Give all the lines below again, exactly, with no pictures.

[Start of Attachment]

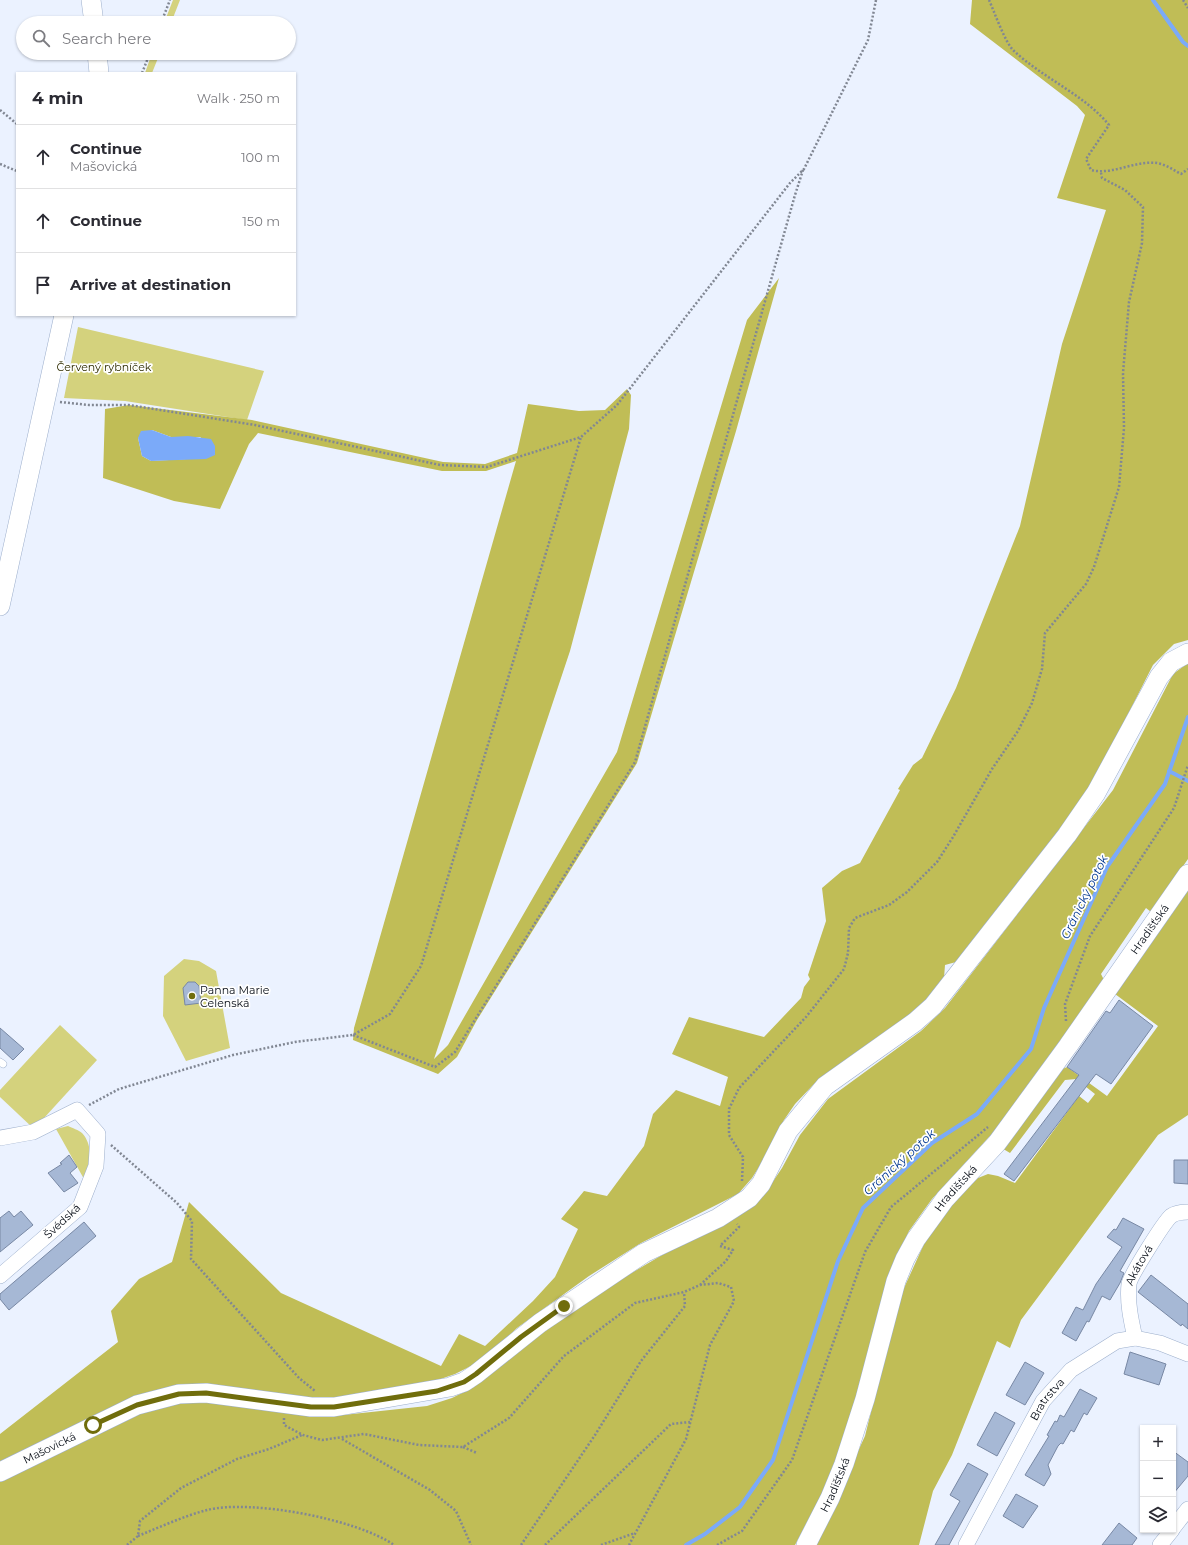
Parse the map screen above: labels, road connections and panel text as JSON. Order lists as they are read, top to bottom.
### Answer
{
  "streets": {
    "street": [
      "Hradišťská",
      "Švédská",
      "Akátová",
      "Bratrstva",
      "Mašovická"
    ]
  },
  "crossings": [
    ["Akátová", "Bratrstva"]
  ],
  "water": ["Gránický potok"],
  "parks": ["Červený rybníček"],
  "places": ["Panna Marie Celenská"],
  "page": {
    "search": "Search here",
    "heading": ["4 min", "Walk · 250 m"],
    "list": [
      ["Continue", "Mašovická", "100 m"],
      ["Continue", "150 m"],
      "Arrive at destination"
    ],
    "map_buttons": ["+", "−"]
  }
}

[End of Attachment]

WRITTEN RESPONSE>
Parse the map screen above: labels, road connections and panel text as JSON. Order lists as they are read, top to bottom.
### Answer
{
  "streets": {
    "street": [
      "Hradišťská",
      "Švédská",
      "Akátová",
      "Bratrstva",
      "Mašovická"
    ]
  },
  "crossings": [
    ["Akátová", "Bratrstva"]
  ],
  "water": ["Gránický potok"],
  "parks": ["Červený rybníček"],
  "places": ["Panna Marie Celenská"],
  "page": {
    "search": "Search here",
    "heading": ["4 min", "Walk · 250 m"],
    "list": [
      ["Continue", "Mašovická", "100 m"],
      ["Continue", "150 m"],
      "Arrive at destination"
    ],
    "map_buttons": ["+", "−"]
  }
}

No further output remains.